EXCERPTED DATA below:

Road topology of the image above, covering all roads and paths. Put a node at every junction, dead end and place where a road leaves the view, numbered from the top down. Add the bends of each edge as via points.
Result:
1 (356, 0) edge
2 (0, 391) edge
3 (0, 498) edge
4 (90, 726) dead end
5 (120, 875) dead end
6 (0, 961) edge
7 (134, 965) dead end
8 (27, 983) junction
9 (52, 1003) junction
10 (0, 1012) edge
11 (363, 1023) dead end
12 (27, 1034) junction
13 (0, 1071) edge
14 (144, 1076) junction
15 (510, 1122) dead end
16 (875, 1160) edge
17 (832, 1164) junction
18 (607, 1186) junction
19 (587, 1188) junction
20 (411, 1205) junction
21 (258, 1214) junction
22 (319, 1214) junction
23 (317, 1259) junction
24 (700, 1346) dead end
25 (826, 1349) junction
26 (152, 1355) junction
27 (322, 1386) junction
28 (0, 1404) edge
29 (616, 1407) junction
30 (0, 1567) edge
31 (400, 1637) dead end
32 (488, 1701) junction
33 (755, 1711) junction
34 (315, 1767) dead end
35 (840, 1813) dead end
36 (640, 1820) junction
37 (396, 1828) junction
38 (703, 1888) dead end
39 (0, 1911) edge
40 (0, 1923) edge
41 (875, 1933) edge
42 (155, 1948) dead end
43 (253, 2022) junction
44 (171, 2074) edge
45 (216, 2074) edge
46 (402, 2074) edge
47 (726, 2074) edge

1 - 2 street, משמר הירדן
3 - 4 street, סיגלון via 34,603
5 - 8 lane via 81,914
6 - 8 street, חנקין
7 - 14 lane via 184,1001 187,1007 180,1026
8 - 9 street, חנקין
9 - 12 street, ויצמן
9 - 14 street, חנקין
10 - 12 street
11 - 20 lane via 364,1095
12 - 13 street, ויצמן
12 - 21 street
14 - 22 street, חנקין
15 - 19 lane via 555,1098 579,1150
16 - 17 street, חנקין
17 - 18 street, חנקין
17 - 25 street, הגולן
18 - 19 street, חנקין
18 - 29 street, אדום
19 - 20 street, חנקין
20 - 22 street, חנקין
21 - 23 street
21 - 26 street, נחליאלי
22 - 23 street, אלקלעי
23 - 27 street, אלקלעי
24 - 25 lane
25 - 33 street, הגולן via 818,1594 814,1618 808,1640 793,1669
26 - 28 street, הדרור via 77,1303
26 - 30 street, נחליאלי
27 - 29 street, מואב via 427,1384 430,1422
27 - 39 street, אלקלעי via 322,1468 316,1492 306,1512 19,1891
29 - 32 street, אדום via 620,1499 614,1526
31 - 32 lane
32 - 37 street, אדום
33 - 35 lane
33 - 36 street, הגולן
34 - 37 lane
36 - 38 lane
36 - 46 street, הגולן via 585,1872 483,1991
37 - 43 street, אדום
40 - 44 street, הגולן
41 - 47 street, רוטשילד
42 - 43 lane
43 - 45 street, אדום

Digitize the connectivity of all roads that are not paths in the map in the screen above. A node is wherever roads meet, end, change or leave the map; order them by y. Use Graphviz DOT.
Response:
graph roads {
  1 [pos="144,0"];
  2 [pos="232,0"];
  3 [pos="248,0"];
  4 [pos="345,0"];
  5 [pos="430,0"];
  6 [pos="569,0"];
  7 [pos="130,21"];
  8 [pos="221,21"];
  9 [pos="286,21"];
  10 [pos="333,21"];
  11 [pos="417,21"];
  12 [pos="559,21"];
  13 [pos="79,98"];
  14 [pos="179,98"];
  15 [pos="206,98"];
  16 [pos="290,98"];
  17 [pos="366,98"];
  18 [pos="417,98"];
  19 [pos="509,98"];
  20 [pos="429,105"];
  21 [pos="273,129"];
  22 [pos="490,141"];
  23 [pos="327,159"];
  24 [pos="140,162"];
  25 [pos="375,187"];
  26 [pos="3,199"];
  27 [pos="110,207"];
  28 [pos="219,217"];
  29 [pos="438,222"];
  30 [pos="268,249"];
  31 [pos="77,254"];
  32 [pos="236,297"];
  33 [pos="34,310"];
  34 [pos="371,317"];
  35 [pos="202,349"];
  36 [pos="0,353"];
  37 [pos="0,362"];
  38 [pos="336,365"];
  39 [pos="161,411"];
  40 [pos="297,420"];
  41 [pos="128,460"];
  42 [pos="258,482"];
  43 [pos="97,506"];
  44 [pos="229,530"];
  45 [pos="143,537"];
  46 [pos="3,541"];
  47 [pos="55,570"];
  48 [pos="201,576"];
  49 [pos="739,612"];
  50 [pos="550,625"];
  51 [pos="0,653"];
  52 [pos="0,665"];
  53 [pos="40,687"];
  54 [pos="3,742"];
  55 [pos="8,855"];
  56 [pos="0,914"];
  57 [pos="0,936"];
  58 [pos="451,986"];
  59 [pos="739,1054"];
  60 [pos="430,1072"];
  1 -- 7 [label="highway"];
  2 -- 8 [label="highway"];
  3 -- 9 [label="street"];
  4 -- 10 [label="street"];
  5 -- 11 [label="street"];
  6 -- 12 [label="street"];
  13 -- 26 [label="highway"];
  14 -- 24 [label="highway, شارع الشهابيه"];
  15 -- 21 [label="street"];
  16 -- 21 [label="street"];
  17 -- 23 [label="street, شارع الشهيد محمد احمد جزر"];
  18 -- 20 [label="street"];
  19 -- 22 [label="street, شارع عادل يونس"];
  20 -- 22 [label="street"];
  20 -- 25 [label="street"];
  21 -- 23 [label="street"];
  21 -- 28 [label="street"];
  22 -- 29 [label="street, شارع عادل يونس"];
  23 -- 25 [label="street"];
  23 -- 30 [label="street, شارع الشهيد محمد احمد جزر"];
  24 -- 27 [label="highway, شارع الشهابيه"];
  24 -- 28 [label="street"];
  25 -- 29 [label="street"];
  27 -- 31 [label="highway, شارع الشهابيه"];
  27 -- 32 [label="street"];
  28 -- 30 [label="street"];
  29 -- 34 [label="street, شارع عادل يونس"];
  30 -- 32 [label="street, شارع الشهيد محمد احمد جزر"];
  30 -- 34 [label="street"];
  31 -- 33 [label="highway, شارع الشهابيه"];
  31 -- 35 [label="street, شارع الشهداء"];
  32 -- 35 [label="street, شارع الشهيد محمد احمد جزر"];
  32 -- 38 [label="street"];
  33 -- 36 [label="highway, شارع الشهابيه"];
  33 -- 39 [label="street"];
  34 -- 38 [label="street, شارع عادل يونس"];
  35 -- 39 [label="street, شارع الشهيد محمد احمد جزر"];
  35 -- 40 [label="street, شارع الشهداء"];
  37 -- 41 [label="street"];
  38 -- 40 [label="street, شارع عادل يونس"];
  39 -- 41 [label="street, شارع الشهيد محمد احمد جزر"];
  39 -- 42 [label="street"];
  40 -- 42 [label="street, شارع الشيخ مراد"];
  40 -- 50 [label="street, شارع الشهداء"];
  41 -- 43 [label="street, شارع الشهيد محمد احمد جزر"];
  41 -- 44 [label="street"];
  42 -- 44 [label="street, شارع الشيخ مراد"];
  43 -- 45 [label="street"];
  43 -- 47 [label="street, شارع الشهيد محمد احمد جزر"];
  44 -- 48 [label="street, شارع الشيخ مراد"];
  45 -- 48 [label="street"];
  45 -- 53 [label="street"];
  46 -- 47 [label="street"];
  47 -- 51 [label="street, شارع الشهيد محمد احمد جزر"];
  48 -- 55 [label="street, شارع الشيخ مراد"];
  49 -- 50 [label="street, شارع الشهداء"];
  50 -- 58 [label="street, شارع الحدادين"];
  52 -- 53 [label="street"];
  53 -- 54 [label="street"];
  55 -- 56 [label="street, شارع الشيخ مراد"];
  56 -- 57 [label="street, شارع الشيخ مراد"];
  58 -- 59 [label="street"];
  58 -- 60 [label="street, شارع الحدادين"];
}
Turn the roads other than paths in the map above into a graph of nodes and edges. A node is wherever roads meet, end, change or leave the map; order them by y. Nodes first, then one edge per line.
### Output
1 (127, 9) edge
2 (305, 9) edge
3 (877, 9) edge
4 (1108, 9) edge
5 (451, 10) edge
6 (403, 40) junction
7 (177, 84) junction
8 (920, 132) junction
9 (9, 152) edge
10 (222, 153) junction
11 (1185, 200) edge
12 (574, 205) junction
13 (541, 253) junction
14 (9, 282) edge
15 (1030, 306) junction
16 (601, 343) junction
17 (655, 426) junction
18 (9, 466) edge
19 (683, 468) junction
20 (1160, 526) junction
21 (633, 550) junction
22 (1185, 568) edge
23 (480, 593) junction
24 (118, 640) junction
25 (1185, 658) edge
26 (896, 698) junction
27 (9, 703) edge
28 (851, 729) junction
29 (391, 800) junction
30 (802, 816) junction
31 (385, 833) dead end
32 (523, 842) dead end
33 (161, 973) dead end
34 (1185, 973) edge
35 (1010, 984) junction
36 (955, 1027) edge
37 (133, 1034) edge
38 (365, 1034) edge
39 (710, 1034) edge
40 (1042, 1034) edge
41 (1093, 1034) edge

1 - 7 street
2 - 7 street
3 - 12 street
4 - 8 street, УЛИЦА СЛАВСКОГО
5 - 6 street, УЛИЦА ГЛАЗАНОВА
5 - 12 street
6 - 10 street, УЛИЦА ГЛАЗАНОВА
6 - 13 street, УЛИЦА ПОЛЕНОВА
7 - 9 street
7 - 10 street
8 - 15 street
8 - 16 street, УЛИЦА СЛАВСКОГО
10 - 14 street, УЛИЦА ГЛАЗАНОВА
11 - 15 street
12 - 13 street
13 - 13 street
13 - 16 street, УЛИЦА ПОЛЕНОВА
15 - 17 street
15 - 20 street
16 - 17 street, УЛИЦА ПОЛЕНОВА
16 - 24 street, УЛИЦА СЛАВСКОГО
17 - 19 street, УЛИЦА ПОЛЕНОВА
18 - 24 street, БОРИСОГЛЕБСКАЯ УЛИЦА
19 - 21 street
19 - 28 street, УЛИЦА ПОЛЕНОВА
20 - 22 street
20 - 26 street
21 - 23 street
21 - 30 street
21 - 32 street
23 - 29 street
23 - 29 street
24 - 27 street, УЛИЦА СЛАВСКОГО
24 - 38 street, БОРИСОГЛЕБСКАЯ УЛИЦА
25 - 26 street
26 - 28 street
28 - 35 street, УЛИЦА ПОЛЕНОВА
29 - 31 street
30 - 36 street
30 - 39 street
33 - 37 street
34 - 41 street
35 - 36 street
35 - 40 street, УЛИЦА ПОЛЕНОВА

End of EXCERPTED DATA.

PROBLEM DETAILS — Please find the lines in the data that contain the word "above" and copy them.

ANSWER FOR THIS EXERCISE —
Road topology of the image above, covering all roads and paths. Put a node at every junction, dead end and place where a road leaves the view, numbered from the top down. Add the bends of each edge as via points.
Digitize the connectivity of all roads that are not paths in the map in the screen above. A node is wherever roads meet, end, change or leave the map; order them by y. Use Graphviz DOT.
Turn the roads other than paths in the map above into a graph of nodes and edges. A node is wherever roads meet, end, change or leave the map; order them by y. Nodes first, then one edge per line.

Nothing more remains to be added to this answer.